Bernadette Devlin McAliskey is to give the annual Field Day lecture at Derry’s Playhouse Theatre on Friday 30th September 2016. This is the second annual Seamus Deane Honorary Field Day Lecture, a series launched last year to celebrate the life and work of this Derry native, who is the Field Day co-director, with actor/director Stephen Rea.
Professor Deane said it “seemed fit and right that, in these years of carefully managed and specious commemorations, we should hear again the voice of the country’s finest political orator who exposed the northern sectarian state, almost lost her life at its hands and who still excoriates the injustices of the political and economic systems in which we live.”
Bernadette Devlin McAliskey said she was “somewhat in awe and deeply honoured by this invitation and the opportunity to share my own perspectives on the state of the nation and where we might go from here”. She said the debate inaugurated by Field Day some 40 years ago “centres on human dignity and freedom. That debate needs to be sustained and widened in a world that increasingly denies and denigrates both.”
From Cookstown, Co. Tyrone, Bernadette Devlin McAliskey was a Queen’s University student when she took a leading role in the civil rights organisation People’s Democracy, who transformed political resistance in Northern Ireland by spearheading a mass movement for change. It was on a platform of equal voting, housing and employment rights that she was elected to Westminster in 1969, and took centre-stage by becoming the youngest ever woman MP at that time. Her ‘electrifying’ maiden speech was given during an emergency debate on Northern Ireland.
Former People’s Democracy leader and human rights activist Michael Farrell will chair a question and answer session after the lecture. Farrell said Bernadette has campaigned on dozens of issues in the last decades, “but this lecture is a rare opportunity to hear her giving a broader, deeper view of what needs to be done to bring social justice to all on this island.”
The event opens with a solo cello performance by Belfast composer and musician Neil Martin. Actor/producer and Field Day co-director Stephen Rea will introduce the lecture series. Bernadette’s lecture is titled ‘A Terrible State of Chassis’ and she will be introduced by Emer Nolan, Department of English, NUI Maynooth. The Annual Seamus Deane Field Day Annual Lecture takes place at the Playhouse Theatre on Friday 30th September 2016 at 7pm. To book, go to: http://www.derryplayhouse.co.uk//events/details/a-terrible-state-of-chassis/701
See website: www.fieldday.ie for more information on Field Day activities past and present. Follow them on Twitter: @FieldDayCompany and find them on Facebook at: https://www.facebook.com/FieldDayPublications?ref=aymt_homepage_panel
Further Information
About Bernadette Devlin McAliskey
Bernadette Devlin McAliskey is from Cookstown, Co. Tyrone. While still a student at Queen’s University, she and her colleagues in the newly-formed People’s Democracy transformed political resistance in the Northern Irish statelet by spearheading a socialist, anti-sectarian, mass movement for change. Her celebrity began when she was elected to Westminster for Mid Ulster in 1969 – then the youngest woman MP ever – and when she became a leading organizer on the barricades in Derry during the Battle of the Bogside.

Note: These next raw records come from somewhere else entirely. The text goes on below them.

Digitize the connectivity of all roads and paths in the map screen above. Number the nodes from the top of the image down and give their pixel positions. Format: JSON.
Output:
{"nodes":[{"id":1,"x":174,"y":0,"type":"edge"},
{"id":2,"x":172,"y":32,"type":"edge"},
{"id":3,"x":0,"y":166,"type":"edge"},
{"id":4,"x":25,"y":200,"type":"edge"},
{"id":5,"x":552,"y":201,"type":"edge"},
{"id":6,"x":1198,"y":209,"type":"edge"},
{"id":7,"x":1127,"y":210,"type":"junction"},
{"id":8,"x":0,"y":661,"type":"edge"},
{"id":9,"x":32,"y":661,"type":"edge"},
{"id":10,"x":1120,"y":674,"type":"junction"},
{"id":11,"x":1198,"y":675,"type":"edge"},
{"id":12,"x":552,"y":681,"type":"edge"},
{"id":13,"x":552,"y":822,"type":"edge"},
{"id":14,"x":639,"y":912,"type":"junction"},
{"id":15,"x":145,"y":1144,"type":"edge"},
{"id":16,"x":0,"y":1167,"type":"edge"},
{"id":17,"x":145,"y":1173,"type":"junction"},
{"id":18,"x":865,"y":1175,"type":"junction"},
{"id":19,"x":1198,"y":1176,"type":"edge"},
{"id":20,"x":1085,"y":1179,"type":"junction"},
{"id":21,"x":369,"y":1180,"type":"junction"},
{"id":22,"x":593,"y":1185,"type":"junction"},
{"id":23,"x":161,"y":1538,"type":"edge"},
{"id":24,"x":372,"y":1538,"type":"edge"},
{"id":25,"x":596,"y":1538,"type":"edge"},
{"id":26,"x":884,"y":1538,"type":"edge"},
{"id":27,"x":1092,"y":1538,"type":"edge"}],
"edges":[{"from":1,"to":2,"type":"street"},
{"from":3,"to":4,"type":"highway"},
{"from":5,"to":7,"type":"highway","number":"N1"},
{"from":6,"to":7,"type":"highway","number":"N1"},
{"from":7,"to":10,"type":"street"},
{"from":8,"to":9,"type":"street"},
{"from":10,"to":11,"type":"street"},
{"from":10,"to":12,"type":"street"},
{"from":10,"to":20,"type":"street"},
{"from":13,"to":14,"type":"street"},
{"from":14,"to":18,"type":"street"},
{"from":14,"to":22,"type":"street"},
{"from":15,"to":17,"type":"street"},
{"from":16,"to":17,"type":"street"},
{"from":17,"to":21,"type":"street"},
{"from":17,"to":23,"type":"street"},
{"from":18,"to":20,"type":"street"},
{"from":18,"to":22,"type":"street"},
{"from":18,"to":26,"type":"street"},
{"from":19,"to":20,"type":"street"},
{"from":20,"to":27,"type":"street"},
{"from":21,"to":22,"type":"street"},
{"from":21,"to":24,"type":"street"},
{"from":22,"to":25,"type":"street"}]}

In an electrifying maiden speech she declared herself, as the second Irish woman elected to Westminster, to be in the same tradition of feminist republicanism as the first, Constance Markievicz. Later, she was active in the Smash H-Blocks campaign, was seriously wounded in 1981 in an assassination attempt by Loyalists and British paratroopers, yet continued her sustained left-wing critique of many key developments in Ireland since, including the Peace Process.